PROBLEM STATEMENT:
All lines of the records below that contain the word "image" must be listed.
**** THE DATA
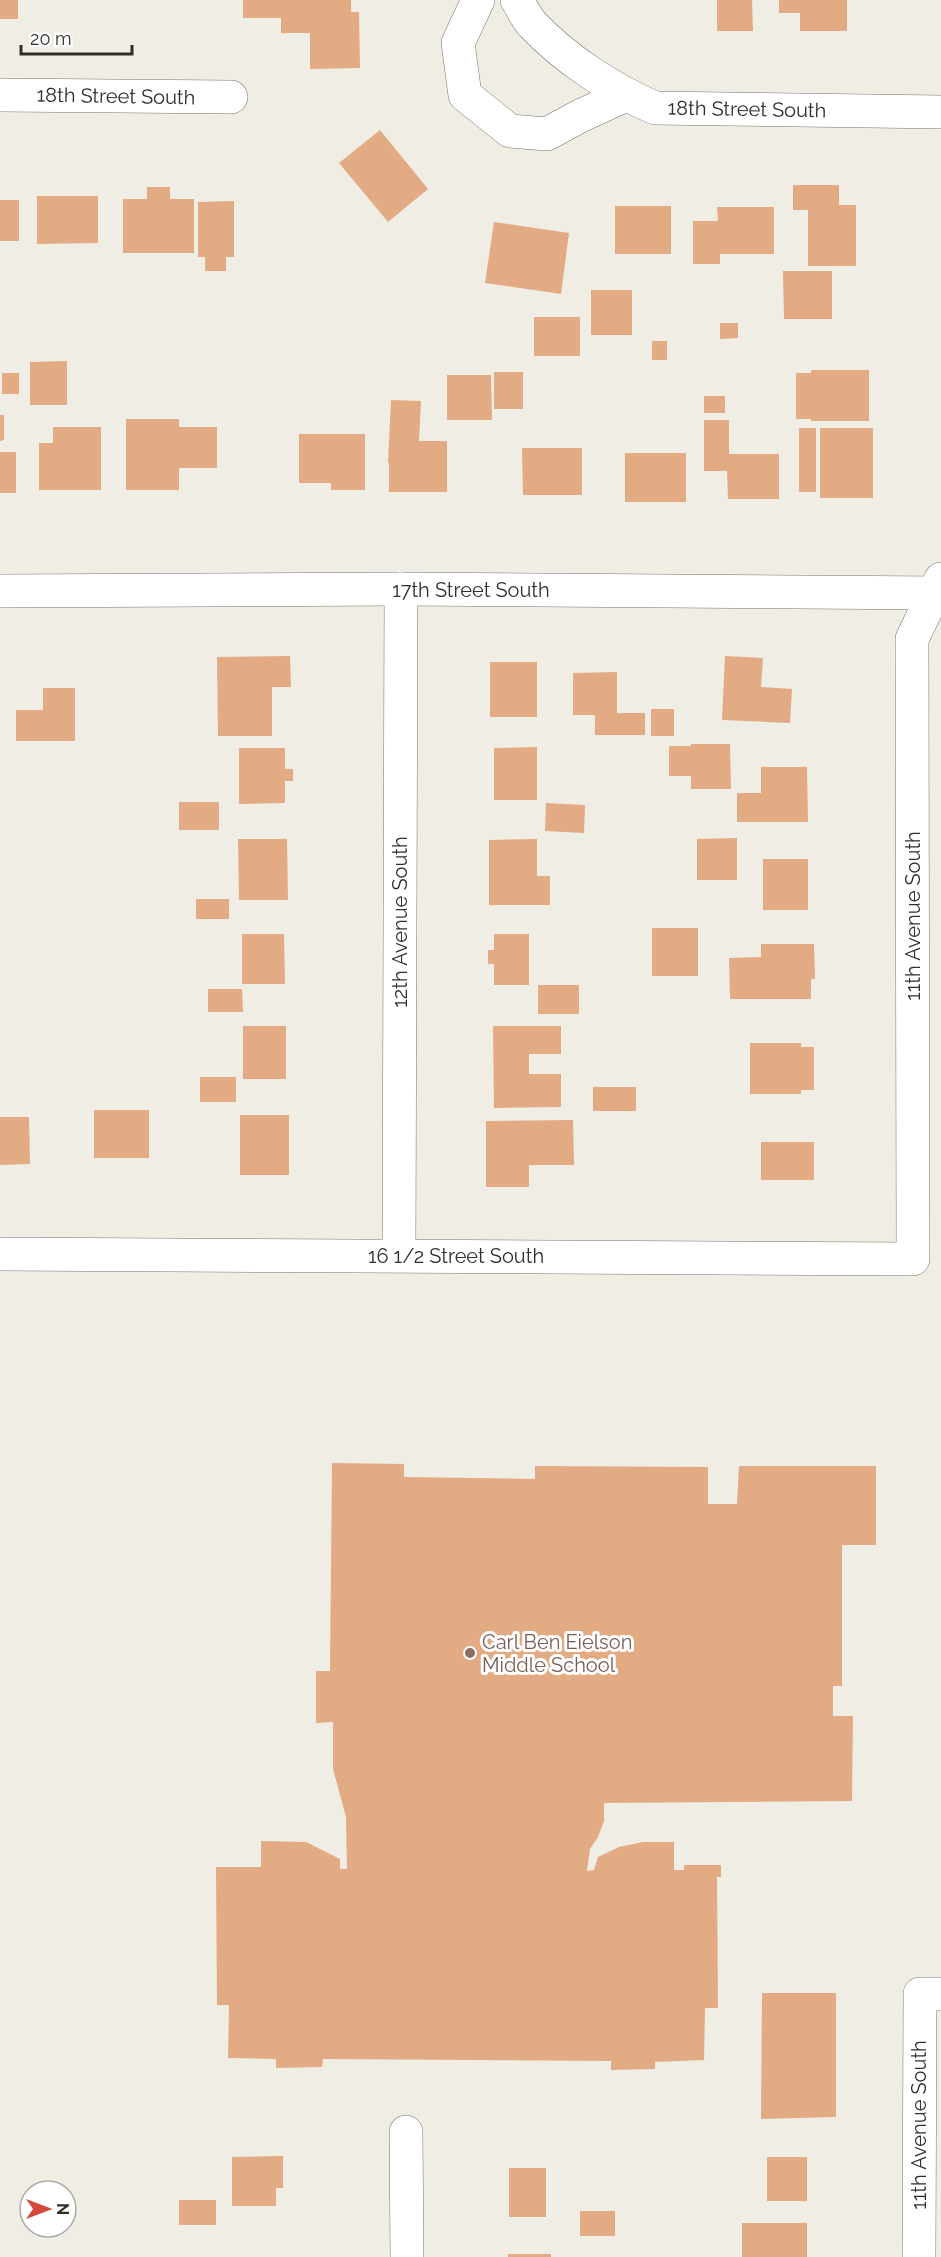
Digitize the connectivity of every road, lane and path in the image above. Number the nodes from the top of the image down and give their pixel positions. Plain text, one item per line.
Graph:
1 (478, 0) edge
2 (517, 0) edge
3 (0, 95) edge
4 (626, 95) junction
5 (231, 97) dead end
6 (941, 112) edge
7 (938, 588) edge
8 (400, 589) junction
9 (0, 591) edge
10 (0, 1254) edge
11 (399, 1255) junction
12 (913, 1260) joint
13 (931, 1994) edge
14 (406, 2132) dead end
15 (407, 2257) edge
16 (919, 2257) edge

1 - 4 street
2 - 4 street, 18th Street South
3 - 5 street, 18th Street South
4 - 6 street, 18th Street South
7 - 8 street, 17th Street South
7 - 12 street, 11th Avenue South
8 - 9 street, 17th Street South
8 - 11 street, 12th Avenue South
10 - 11 street, 16 1/2 Street South
11 - 12 street, 16 1/2 Street South
13 - 16 street, 11th Avenue South
14 - 15 street

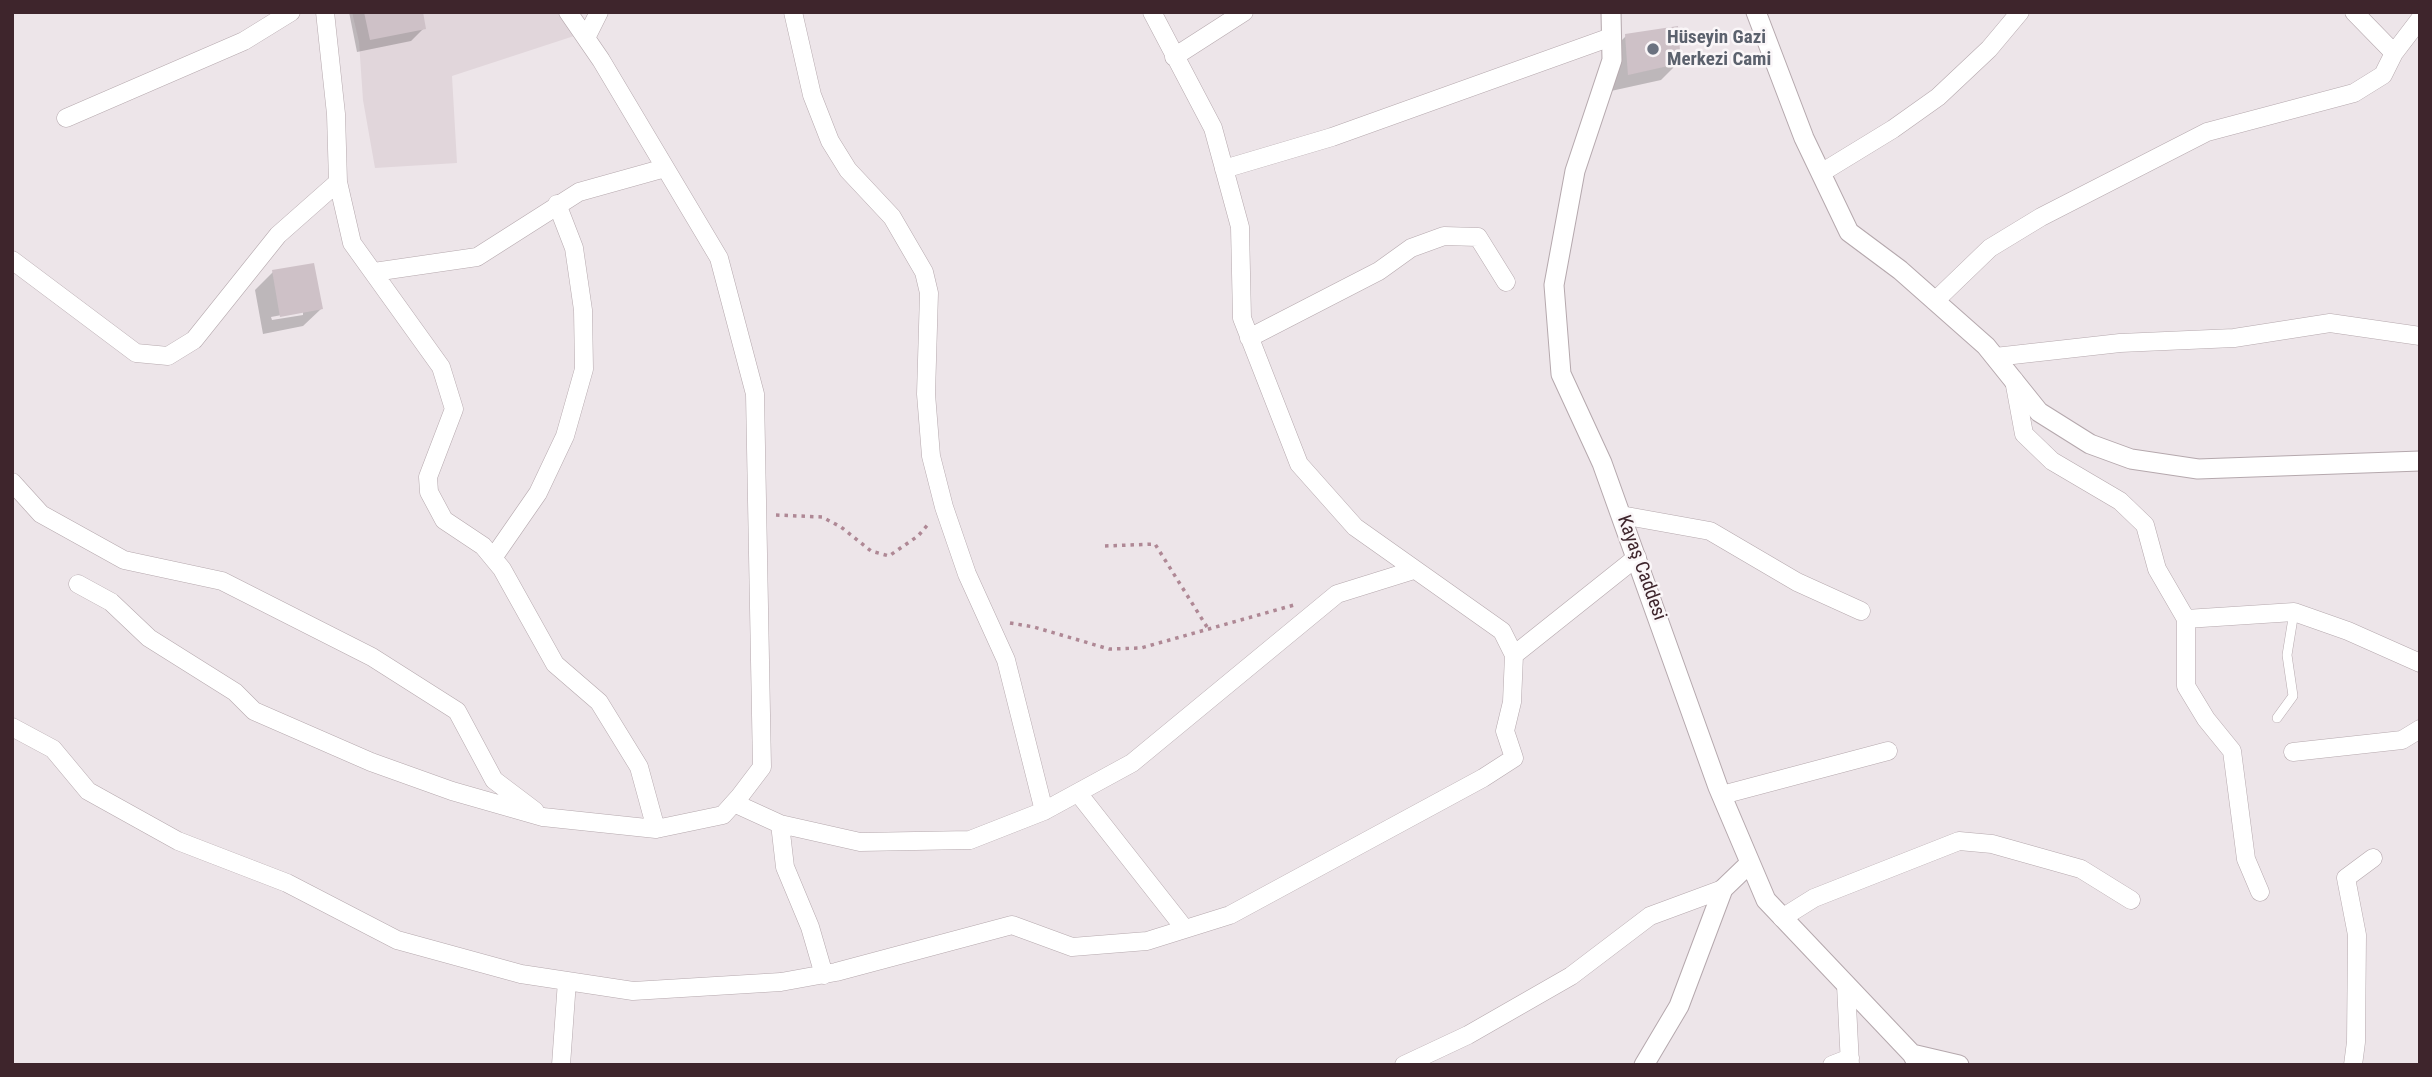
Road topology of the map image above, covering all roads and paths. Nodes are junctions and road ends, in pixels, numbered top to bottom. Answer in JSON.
********
TASK RESULT:
Digitize the connectivity of every road, lane and path in the image above. Number the nodes from the top of the image down and give their pixel positions. Plain text, one item per line.
Road topology of the map image above, covering all roads and paths. Nodes are junctions and road ends, in pixels, numbered top to bottom. Answer in JSON.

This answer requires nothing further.